Oui. Des représailles, il y en a eu et il y en aura encore. Je pense que dès que la vague médiatique sera passée, des têtes vont tomber. Tant pis. On prend le risque de faire ce choix pour se battre aux côtés des patients pour améliorer la situation à l'hôpital.
Diriez-vous qu’en tant que patient, on est aussi en danger maintenant quand on va à l’hôpital ?
Bien sûr, et c'est pour cela qu'on se mobilise depuis presque un an maintenant. C'est parce que la qualité des soins n'est pas au rendez-vous.
Mon approche, de par mon expérience personnelle, en tant qu'ex-infirmier de nuit à l'hôpital Lariboisière, est aussi sociale.
Urgence : le livre événement sur la véritable situation des hôpitaux en France sort aujourd’hui en librairie !
Infirmiers, médecins, aides-soignants dénoncent une mise à mort consciente organisée par l’État et appellent à une mobilisation citoyenne.https://t.co/ECCQ8X1QAA pic.twitter.com/zzhx6lv3j4— Albin Michel (@AlbinMichel) February 12, 2020
A l'heure actuelle, si vous arrivez aux urgences en étant une personne vulnérable, une personne agée isolée ou atteinte de troubles psychiatriques ou en grande précarité, vous avez plus de chances d'être mis de côté.

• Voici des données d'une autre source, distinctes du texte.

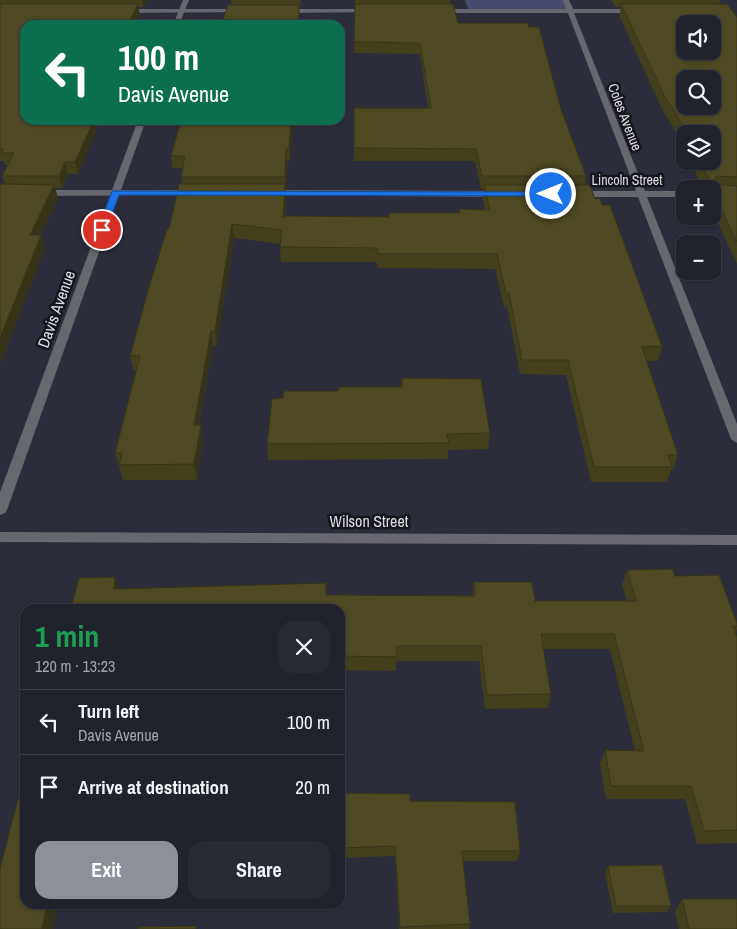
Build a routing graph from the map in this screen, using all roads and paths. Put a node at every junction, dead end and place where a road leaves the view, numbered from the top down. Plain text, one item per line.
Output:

Pourquoi ? Par ce que quand vous avez 150 personnes qui se présentent et que vous n'avez que 100 places, eh bien il faut choisir.
Le gouvernement a pourtant mis en place plusieurs plans...

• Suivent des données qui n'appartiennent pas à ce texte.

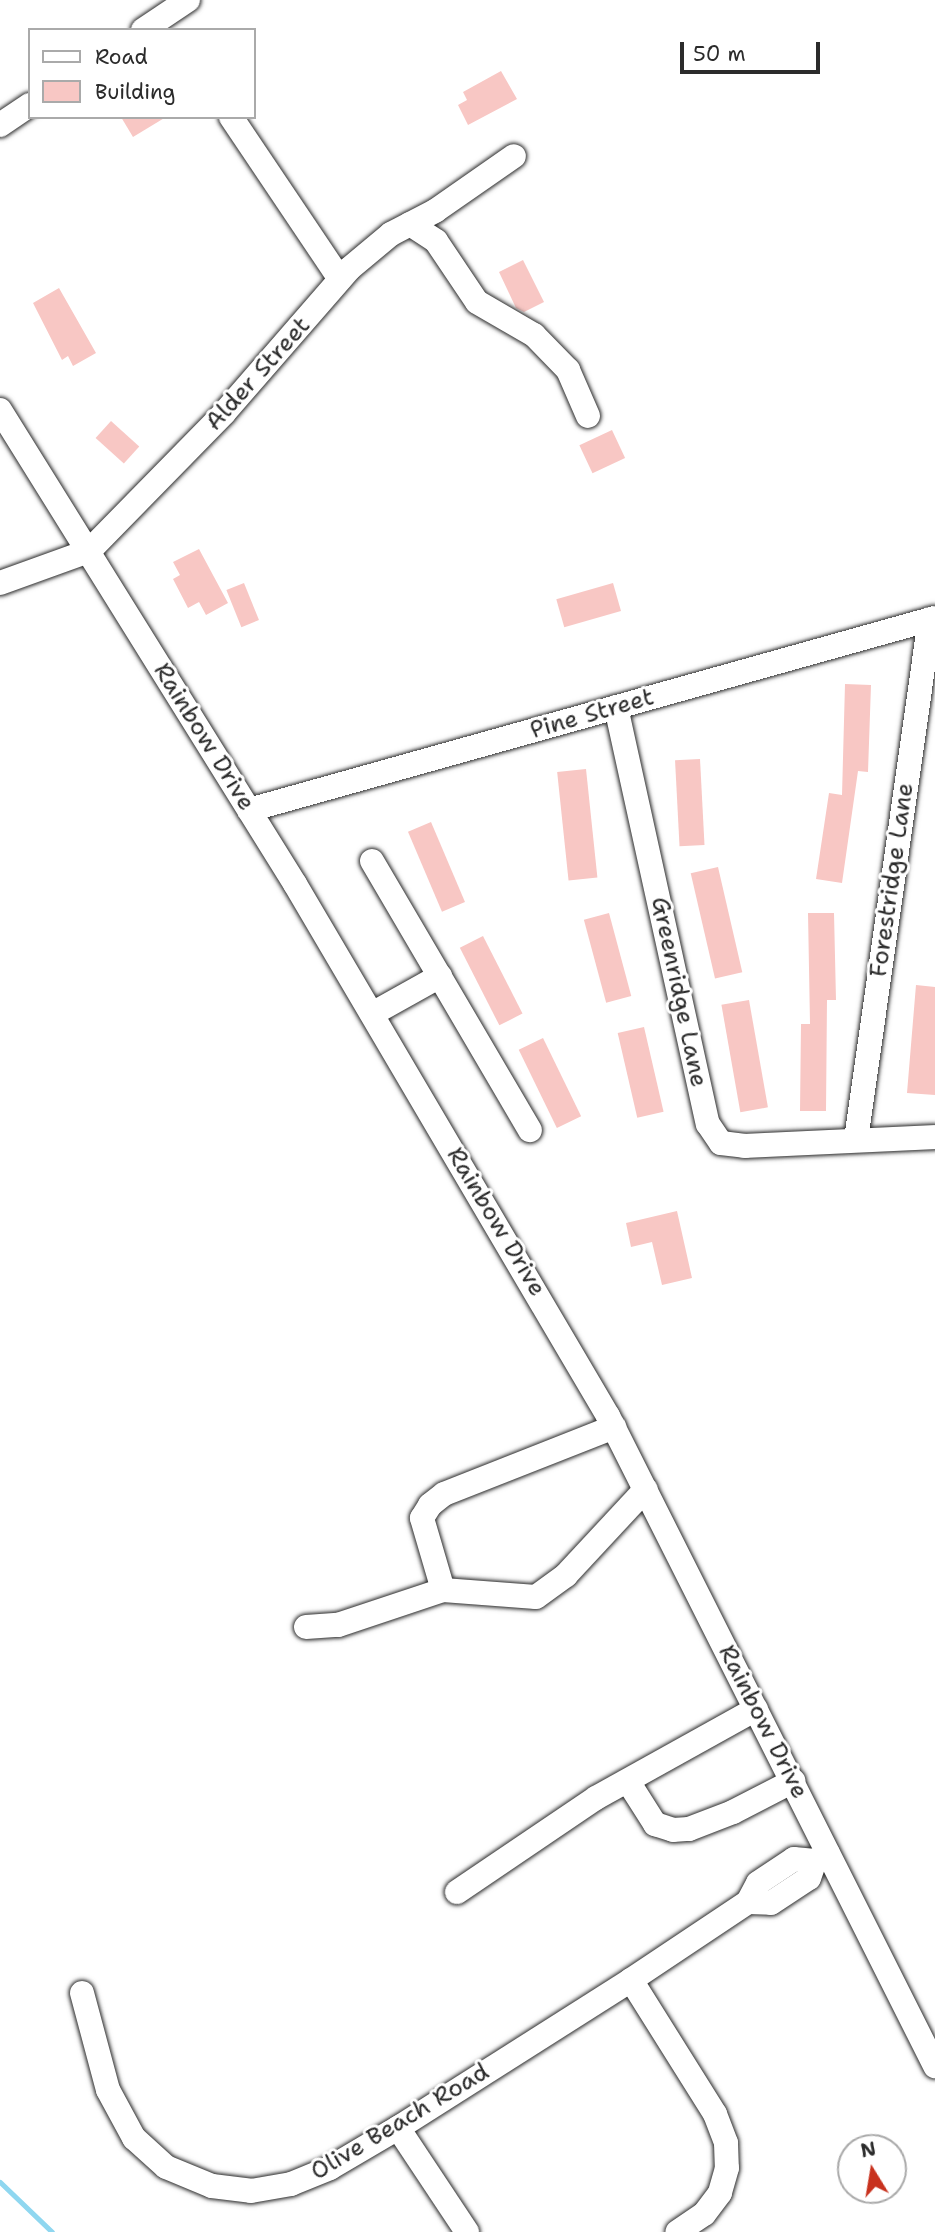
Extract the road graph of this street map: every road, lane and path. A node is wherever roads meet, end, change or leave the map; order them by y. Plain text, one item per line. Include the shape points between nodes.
1 (188, 0) edge
2 (164, 15) edge
3 (146, 28) edge
4 (28, 106) edge
5 (233, 119) edge
6 (0, 125) edge
7 (514, 156) dead end
8 (410, 224) junction
9 (340, 279) junction
10 (0, 410) edge
11 (588, 415) dead end
12 (89, 551) junction
13 (0, 583) edge
14 (932, 619) edge
15 (929, 664) edge
16 (616, 707) junction
17 (249, 810) junction
18 (372, 861) dead end
19 (440, 976) junction
20 (373, 1014) junction
21 (530, 1130) dead end
22 (935, 1137) edge
23 (856, 1140) junction
24 (614, 1427) junction
25 (646, 1489) junction
26 (443, 1590) junction
27 (306, 1627) dead end
28 (757, 1709) junction
29 (793, 1782) junction
30 (629, 1783) junction
31 (822, 1857) junction
32 (457, 1892) dead end
33 (631, 1980) junction
34 (82, 1993) dead end
35 (935, 2066) edge
36 (398, 2128) junction
37 (467, 2232) edge
38 (677, 2232) edge

1 - 2 street
2 - 3 street
4 - 6 street
5 - 9 street
7 - 8 street, Alder Street
8 - 9 street, Alder Street via 391,234
8 - 11 street via 436,242 477,302 534,335 568,370
9 - 12 street, Alder Street via 224,413
10 - 12 street, Rainbow Drive
12 - 13 street, Alder Street
12 - 17 street, Rainbow Drive
14 - 15 street, Forestridge Lane
14 - 16 street, Pine Street
15 - 23 street, Forestridge Lane
16 - 17 street, Pine Street
16 - 23 street, Greenridge Lane via 708,1124 721,1143 745,1146
17 - 20 street, Rainbow Drive
18 - 19 street
19 - 20 street
19 - 21 street
20 - 24 street, Rainbow Drive
22 - 23 street, Greenridge Lane
24 - 25 street, Rainbow Drive
24 - 26 street via 444,1494 430,1505 422,1518
25 - 26 street via 566,1575 536,1597
25 - 28 street, Rainbow Drive
26 - 27 street via 338,1625
28 - 29 street, Rainbow Drive
28 - 30 street
29 - 30 street via 733,1812 689,1829 673,1830 655,1824
29 - 31 street, Rainbow Drive
30 - 32 street via 596,1798
31 - 33 street, Olive Beach Road via 809,1878 771,1903 748,1902
31 - 35 street, Rainbow Drive
33 - 36 street, Olive Beach Road
33 - 38 street via 715,2114 726,2143 727,2168 720,2193 704,2214
34 - 36 street, Olive Beach Road via 108,2090 134,2138 166,2167 212,2186 251,2191 291,2184 330,2168
36 - 37 street

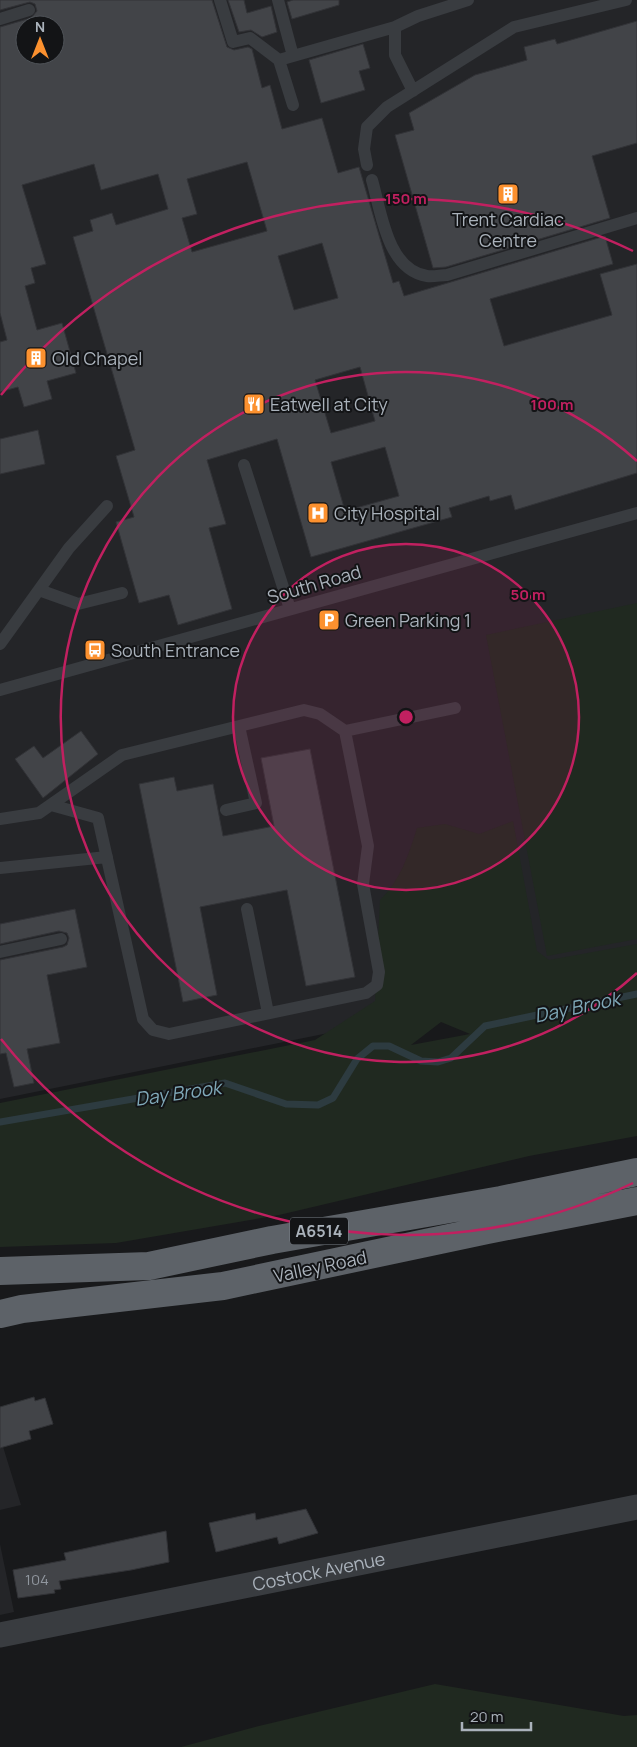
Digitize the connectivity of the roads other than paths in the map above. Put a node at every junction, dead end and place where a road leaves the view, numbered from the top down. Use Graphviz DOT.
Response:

Les soignants sont unanimes : les plans proposés ne répondent toujours pas aux problématiques actuelles.
Aujourd'hui, le gouvernement a deux possibilités : soit il réinjecte de l’argent, soit il admet, qu'en France, on met en place un système de santé au rabais parce qu’on n'a pas les moyens de nos ambitions.

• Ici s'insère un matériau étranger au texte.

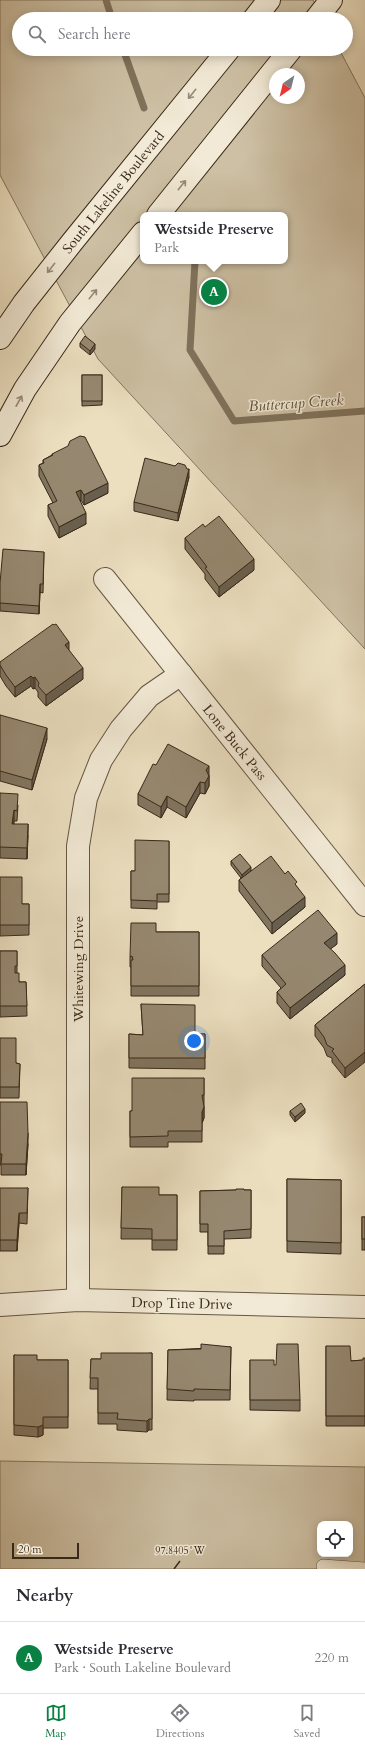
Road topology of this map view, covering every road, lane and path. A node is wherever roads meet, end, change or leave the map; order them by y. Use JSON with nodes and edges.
{"nodes":[{"id":1,"x":269,"y":0,"type":"edge"},
{"id":2,"x":331,"y":0,"type":"edge"},
{"id":3,"x":260,"y":12,"type":"edge"},
{"id":4,"x":322,"y":12,"type":"edge"},
{"id":5,"x":285,"y":56,"type":"edge"},
{"id":6,"x":223,"y":57,"type":"edge"},
{"id":7,"x":160,"y":212,"type":"edge"},
{"id":8,"x":140,"y":236,"type":"edge"},
{"id":9,"x":0,"y":338,"type":"edge"},
{"id":10,"x":0,"y":435,"type":"edge"},
{"id":11,"x":105,"y":578,"type":"dead end"},
{"id":12,"x":181,"y":674,"type":"junction"},
{"id":13,"x":365,"y":905,"type":"edge"},
{"id":14,"x":78,"y":1300,"type":"junction"},
{"id":15,"x":0,"y":1305,"type":"edge"},
{"id":16,"x":365,"y":1307,"type":"edge"},
{"id":17,"x":324,"y":1566,"type":"dead end"},
{"id":18,"x":365,"y":1569,"type":"edge"}],
"edges":[{"from":1,"to":3,"type":"street"},
{"from":2,"to":4,"type":"street"},
{"from":7,"to":5,"type":"street","one_way":true},
{"from":6,"to":9,"type":"street","name":"South Lakeline Boulevard","one_way":true},
{"from":10,"to":8,"type":"street","one_way":true},
{"from":11,"to":12,"type":"street","name":"Lone Buck Pass"},
{"from":12,"to":13,"type":"street","name":"Lone Buck Pass"},
{"from":12,"to":14,"type":"street","name":"Whitewing Drive"},
{"from":14,"to":15,"type":"street","name":"Drop Tine Drive"},
{"from":14,"to":16,"type":"street","name":"Drop Tine Drive"},
{"from":17,"to":18,"type":"lane"}]}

Encore une fois, les dysfonctionnements sont tels que ce ne sont pas deux ou trois plans qui vont faire que les choses vont s’améliorer.
Le gouvernement s’engage notamment donner des primes mais nous, ce qu'on dit, c'est qu'on n’a pas de mal à recruter des nouveaux. En revanche, on a du mal à les maintenir en poste.
Qu'en est-il des agressions ?
Les agressions sont quotidiennes et largement sous-évaluées. Et ça en dit beaucoup sur notre métier : on ne les déclare pas parce qu'on se dit que rien ne va changer et qu'il n'y aura pas de réponse de l'Institution.
La société est bien sûr hyper anxiogène à l'heure actuelle mais, désormais, le nombre de personnes qui viennent nous voir et qui nous disent : «C'est bien de faire grève, on vous soutient» et qui, une heure après, viennent nous voir en nous disant : «Je te paye avec mes impôts, fils de pu***, donc tu vas t'occuper de moi rapidement», c'est un classique.
Et il y a là toute une ambivalence sur la situation. On ne peut pas dire «on veut payer moins d'impôts et avoir un service public hyper-efficace en même temps». Ce n'est pas possible. Ce sont des choix de société.
Quel message souhaitez-vous faire passer à la veille de cette nouvelle mobilisation des soignants ?
Le 14 février ce qui compte c’est de se remobiliser ensemble pour nous aider à repartir pour les prochains mois.
On essaye vraiment de mobiliser les citoyens, nous on défend les patients et, à ce titre, tout le monde est concerné et il est important que les gens nous rejoignent pour déclarer leur amour envers l’hôpital.